6. A method for securing a machine housing of a liquid ring machine having side shields and control disks, such that the machine housing is secured in a position relative to the side shields and control disks, the method comprising the steps of:
pivoting the machine housing relative to the side shields and control disks; and fixing the position of the machine housing with respect to the side shields and the control disks.
1. A liquid ring machine comprising:
a housing defining a cylindrical liquid working space; a rotor, said rotor having a circumferential periphery disposed within the housing so that there is a gap between the circumferential periphery of the rotor and the housing; the housing being movable with respect to the rotor so that the gap can be adjusted; and means for securing the housing in a fixed position with respect to the rotor.
14. A liquid ring machine comprising:
an axially extending machine housing having a longitudinal center axis, the machine housing having first and second ends; a side shield affixed to each end of the machine housing, the machine housing being pivotable with respect to the side shields about a pivot point that is offset from the center axis of the machine housing; a fixation mechanism for securing the position of the machine housing relative to the side shields; and a rotor axially extending through the machine housing along an axis that is offset from the center axis of the machine housing and rotationally mounted in the side shields; wherein the machine housing may be pivoted about the pivot point with respect to the side shields.
2. A liquid ring machine comprising:
an axially extending machine housing having a longitudinal center axis, the housing having first and second ends; a side shield affixed to each end of the machine housing; a control disk located between at least one of the side shields and the machine housing, the machine housing being pivotable with respect to the control disk and the side shields about a pivot point that is offset from the center axis of the machine housing; a fixation mechanism for securing the position of the machine housing relative to the control disk; and a rotor axially extending through the machine housing along an axis that is offset from the center axis of the machine housing and rotationally mounted in the side shields; wherein the machine housing may be pivoted about the pivot point with respect to the control disks and the side shields.
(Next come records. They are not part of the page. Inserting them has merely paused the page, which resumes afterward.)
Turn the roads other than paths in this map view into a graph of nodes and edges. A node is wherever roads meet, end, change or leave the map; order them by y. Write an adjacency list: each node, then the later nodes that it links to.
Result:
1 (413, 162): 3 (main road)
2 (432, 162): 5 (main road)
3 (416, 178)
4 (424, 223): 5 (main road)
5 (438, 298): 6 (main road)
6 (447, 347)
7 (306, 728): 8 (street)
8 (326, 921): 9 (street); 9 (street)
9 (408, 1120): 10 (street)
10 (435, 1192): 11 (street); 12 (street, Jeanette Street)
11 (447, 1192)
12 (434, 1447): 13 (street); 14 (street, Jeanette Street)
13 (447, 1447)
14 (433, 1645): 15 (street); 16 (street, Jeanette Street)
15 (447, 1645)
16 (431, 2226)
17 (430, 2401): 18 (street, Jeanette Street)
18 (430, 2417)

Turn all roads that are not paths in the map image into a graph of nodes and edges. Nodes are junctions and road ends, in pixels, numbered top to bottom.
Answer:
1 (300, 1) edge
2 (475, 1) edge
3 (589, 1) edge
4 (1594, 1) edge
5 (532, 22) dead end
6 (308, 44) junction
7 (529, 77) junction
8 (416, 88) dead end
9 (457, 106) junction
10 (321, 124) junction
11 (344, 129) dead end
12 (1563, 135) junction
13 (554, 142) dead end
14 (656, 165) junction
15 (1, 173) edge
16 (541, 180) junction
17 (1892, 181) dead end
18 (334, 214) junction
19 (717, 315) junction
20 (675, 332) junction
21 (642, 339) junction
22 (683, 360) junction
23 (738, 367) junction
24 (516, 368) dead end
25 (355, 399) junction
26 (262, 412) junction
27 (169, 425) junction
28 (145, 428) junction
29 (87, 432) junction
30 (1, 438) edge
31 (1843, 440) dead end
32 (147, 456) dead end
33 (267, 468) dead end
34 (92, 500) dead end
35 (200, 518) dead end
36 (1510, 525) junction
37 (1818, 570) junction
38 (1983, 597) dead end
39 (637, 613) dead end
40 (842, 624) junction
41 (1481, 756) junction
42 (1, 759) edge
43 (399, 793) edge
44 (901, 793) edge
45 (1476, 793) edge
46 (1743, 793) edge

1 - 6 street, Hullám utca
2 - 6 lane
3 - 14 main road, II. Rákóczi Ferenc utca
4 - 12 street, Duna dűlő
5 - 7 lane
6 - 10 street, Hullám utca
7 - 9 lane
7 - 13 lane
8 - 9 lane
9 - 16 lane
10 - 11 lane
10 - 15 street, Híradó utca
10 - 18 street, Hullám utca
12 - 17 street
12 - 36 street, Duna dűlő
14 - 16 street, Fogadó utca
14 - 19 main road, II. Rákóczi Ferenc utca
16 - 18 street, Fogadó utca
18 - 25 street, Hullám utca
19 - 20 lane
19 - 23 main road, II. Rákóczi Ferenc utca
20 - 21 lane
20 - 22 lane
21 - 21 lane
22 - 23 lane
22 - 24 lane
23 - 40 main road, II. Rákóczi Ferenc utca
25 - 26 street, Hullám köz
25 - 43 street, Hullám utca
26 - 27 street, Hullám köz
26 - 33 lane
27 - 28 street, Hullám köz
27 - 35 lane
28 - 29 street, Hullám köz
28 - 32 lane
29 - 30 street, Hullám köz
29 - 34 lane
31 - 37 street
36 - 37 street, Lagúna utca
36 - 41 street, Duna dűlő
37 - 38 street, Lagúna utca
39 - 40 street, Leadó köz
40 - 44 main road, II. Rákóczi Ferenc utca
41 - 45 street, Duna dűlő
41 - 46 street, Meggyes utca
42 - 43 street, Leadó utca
9. A liquid ring machine comprising:
a machine housing having a longitudinal center axis, the machine housing having first and second ends; a side shield affixed to each end of the machine housing; a control disk located between at least one of the side shields and the machine housing, the machine housing being pivotable with respect to the control disk about a pivot point that is offset from the center axis of the machine housing; a fixation mechanism for securing the position of the machine housing relative to the control disk; a rotor axially extending through the machine housing along an axis that is offset from the center axis of the machine housing and rotationally mounted in the side shields and comprising a hub and a plurality of blades; a center wall subdividing the rotor that extends radially over the entire circumference of the rotor from the rotor hub; and a partition wall attached to the machine housing, wherein the partition wall surrounds the center wall and a gap exists between the center wall and the partition wall; wherein the machine housing may be pivoted about the pivot point with respect to the control disks and the side shields, such that adjustments to the partition wall are not necessary.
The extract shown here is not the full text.